The sad-ey'd justice, with his surly hum,
Delivering o'er to executors pale
The lazy, yawning drone. Shakesp. Hen. V.
In yawning, the inner parchment of the ear is extended. When a man yawneth, he cannot hear so well. Bacon.
At length shook off himself, and ask'd the dame;
And asking yawn'd, for what intent she came? Dryden.
To whom the yawning pilot fast asleep,
Me didst thou bid, to trust the treacherous deep? Dryden.
- To open wide.
That bloodily did yawn upon his face. Shakespeare.

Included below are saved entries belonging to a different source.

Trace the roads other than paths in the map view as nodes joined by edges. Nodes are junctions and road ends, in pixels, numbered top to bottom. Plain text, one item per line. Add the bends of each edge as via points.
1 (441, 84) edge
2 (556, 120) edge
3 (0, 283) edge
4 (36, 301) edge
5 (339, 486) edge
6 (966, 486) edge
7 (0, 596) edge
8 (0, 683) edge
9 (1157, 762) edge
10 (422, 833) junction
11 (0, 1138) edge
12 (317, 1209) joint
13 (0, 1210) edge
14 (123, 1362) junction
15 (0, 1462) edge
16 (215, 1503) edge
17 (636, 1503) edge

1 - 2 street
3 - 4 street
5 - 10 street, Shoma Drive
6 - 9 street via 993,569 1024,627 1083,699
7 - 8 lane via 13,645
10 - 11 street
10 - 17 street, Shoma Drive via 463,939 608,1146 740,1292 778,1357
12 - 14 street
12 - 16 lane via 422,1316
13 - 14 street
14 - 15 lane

'Tis now the very witching time of night,
When churchyards yawn. Shakesp. Hamlet.
Now will I dam up this thy yawning mouth,
For swallowing up the treasure of the realm. Shakesp.
He shall cast up the wealth by him devour'd,
Like vomit, from his yawning entrails pour'd. Sandys.
Hell at last
Yawning receiv'd them whole, and on them clos'd. Milton.
The sword pierc'd his tender sides;
Down fell the beauteous youth; the yawning wound
Gush'd out a purple stream. Dryden.
High she rear'd her arm, and with her sceptre struck
The yawning cliff: from its disparted height
Adown the mount the gushing torrent ran. Prior.
- To express desire by yawning.
The chiefest thing at which lay-reformers yawn, is, that the clergy may, through conformity in condition, be poor as the apostles were. In which one circumstance, if they imagine so great perfection, they must think that church which hath such store of mendicant friars, a church in that respect most happy. Hooker.